This past week on Mar. 27, 2024, psychologist and Nobel prize winner Daniel Kahneman passed away at the age of 90. Kahneman is best known for his 2011 book Thinking, Fast & Slow, a summary of decades of his research into decision-making and the heuristics of judgement conducted alongside his late colleague Amos Tversky. He was widely loved by the startup community. It’s absolutely worth reading his fascinating biography here.
Kahneman’s research had a major impact outside of psychology. When he and Tversky began working together in the 1970s, academic fields like cognitive psychology and economics assumed that humans make decisions as rational agents. Their 1974 article in the journal Science titled “Judgement under Uncertainty: Heuristics and Biases“ presented research showing that human beings make decisions intuitively and that this heuristic intuition is imperfect. Although they wrote this article as “a progress report on our study of judgment under uncertainty” and never intended to entirely upend the “rational agent” model, the piece sparked a fierce debate in academia. Then in 1979, the two psychologists published a significant paper in Econometrica that constructed a new economic theory for describing choice under risk, “Prospect Theory”.
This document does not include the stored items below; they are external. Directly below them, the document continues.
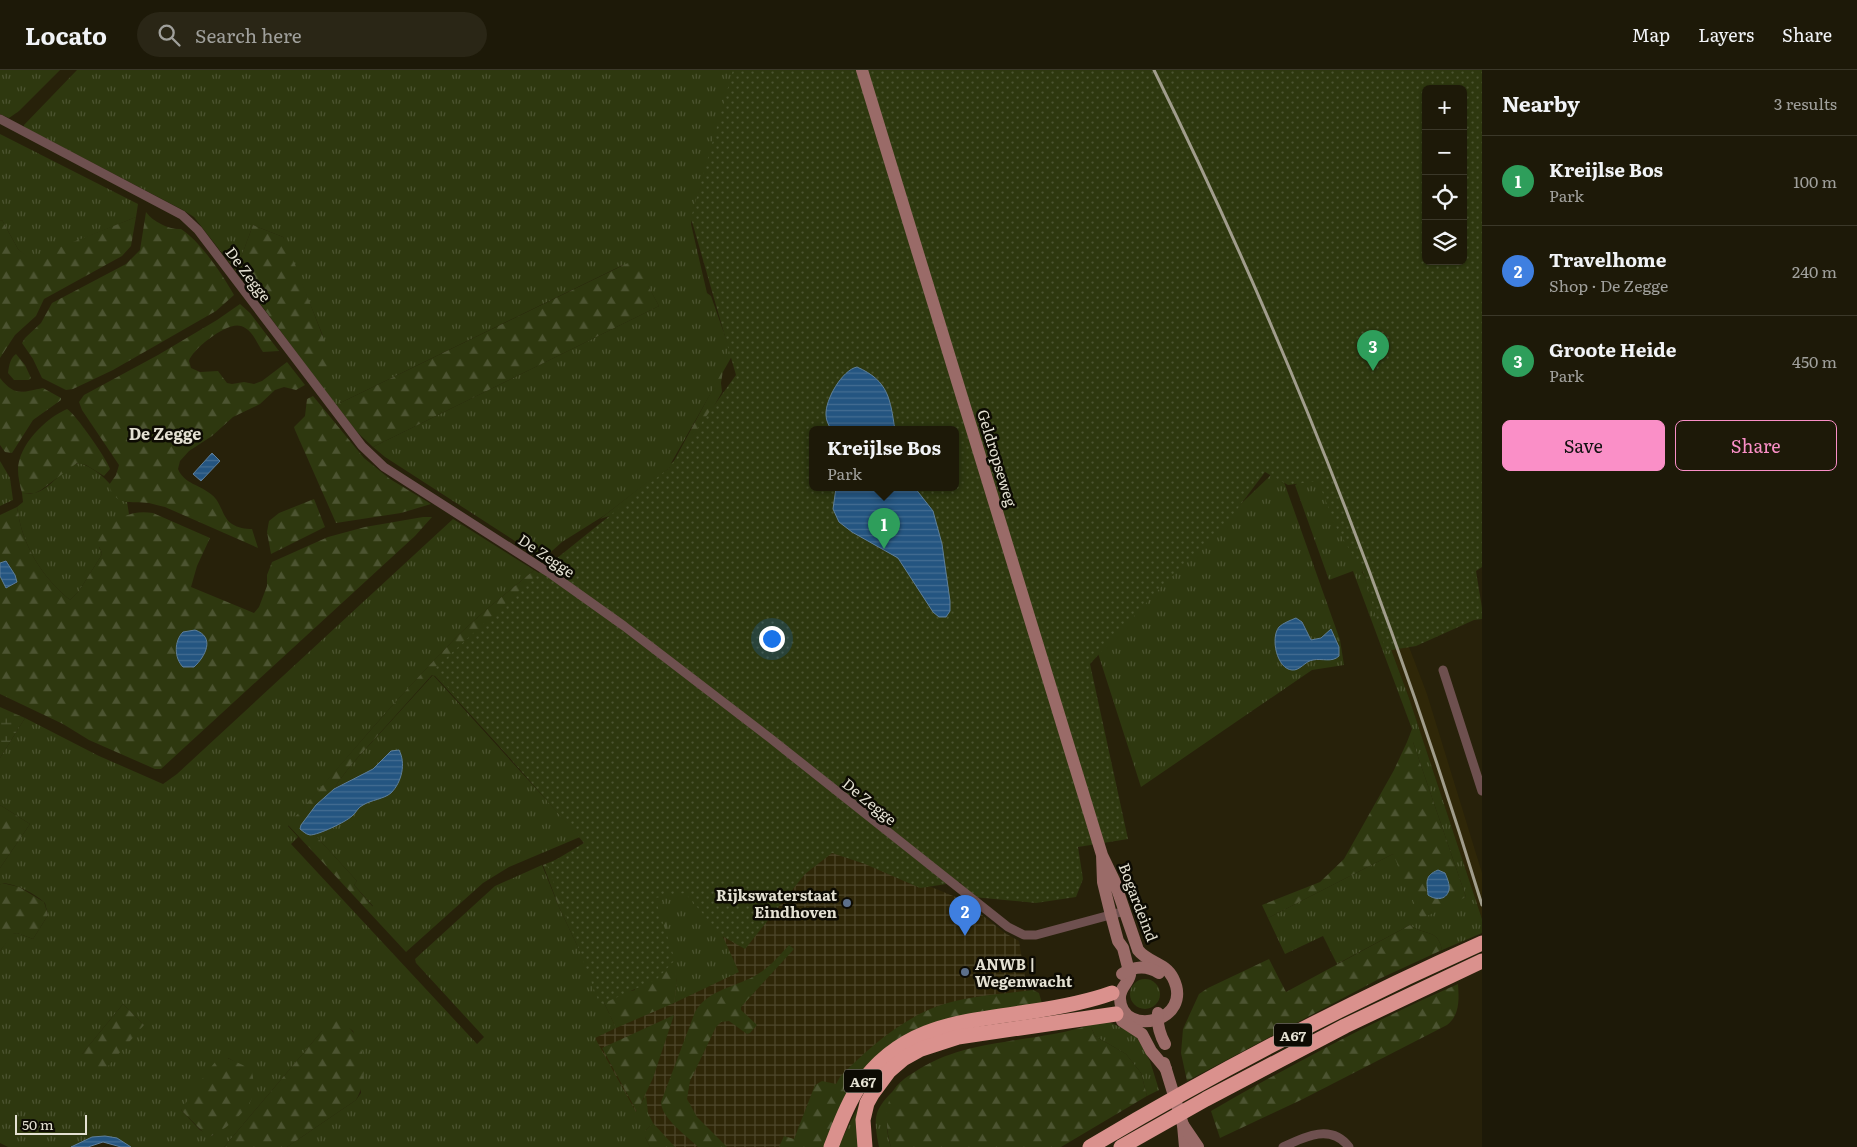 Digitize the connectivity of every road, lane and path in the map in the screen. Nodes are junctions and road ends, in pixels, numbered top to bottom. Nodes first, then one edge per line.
1 (862, 70) edge
2 (0, 119) edge
3 (1444, 670) dead end
4 (1482, 791) edge
5 (1102, 855) junction
6 (1125, 911) junction
7 (1111, 915) junction
8 (1482, 943) edge
9 (1482, 961) edge
10 (1127, 971) junction
11 (1172, 983) junction
12 (1116, 1006) junction
13 (1161, 1019) junction
14 (1141, 1025) junction
15 (1166, 1069) junction
16 (1152, 1120) junction
17 (1183, 1125) junction
18 (1090, 1146) edge
19 (831, 1147) edge
20 (865, 1147) edge
21 (1121, 1147) edge
22 (1185, 1147) edge
23 (1198, 1147) edge
24 (1283, 1147) edge
25 (1349, 1147) edge

1 - 5 main road, Geldropseweg
2 - 7 street, De Zegge
3 - 4 street
5 - 6 main road, Bogardeind
5 - 7 main road, Bogardeind
6 - 7 street, De Zegge
6 - 11 main road, Bogardeind
7 - 10 main road, Bogardeind
8 - 16 highway, A67
9 - 16 highway, A67
10 - 11 main road
10 - 12 main road
11 - 13 main road
12 - 14 main road
12 - 19 highway, A67
12 - 20 highway, A67
13 - 14 main road
13 - 15 main road
14 - 15 main road
15 - 17 main road
16 - 18 highway, A67
16 - 21 highway, A67
17 - 22 main road
17 - 23 main road
24 - 25 street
Their research caught the attention of an economics graduate student named Richard Thaler. After meeting and working briefly with Kahneman, Thaler published “Toward a Positive Theory of Consumer Choice” in 1980, and the field of behavioral economics was born. Thaler later published Nudge, which brought the ideas of behavioral economics into the mainstream.
Way back in undergrad, James and I took a Behavioral Economics class together. It was a timely class, as the book Nudge had just been released. I also recall during that semester that the avalanche of the Great Recession had just begun to fall, the sort of situation in which it becomes obvious how the independent, self-interested actions of many individuals can result in a collective disaster.
James was majoring in Psychology at the time and I was studying Economics. As we took the class together, James approached the material from the human-centered perspective of a psychologist while it took me some time to get used to the idea that the distinction between an irrational vs a rational decision often depends on the unique perspective and trade-offs of the individual making it.
Now many years later co-owning and managing a business, I often refer back to foundational ideas about choice, incentives, expected value, and human psychology we explored in that class. Business owners know that decision-making is anything but a theoretical endeavor––its consequences are real for us and the people we work with.
From those foundational principles and my professional experience in the years since, I now think about decision-making in terms of balancing gut instinct and empirical evidence. We have to remain vigilant against allowing heuristic judgements to override evidence, or conventional wisdom to override iterative experimentation. There’s a time for each. Working from first principles and gaining practical experience helps us to develop internal models and the ability to discern when that time is.
Ultimately, it’s these internal models that allow us to navigate the world and make wiser choices, whether we’re planting the seed of a startup or navigating a forest of a corporation. To read a little more about questioning our intuition, this 2014 essay by Paul Graham is a valuable exploration into startup decision-making. In the context of a large corporation, Kahneman contributed to this 2020 article in Harvard Business Review that presents the reasons why these companies become too risk averse and what managers can do to fix it.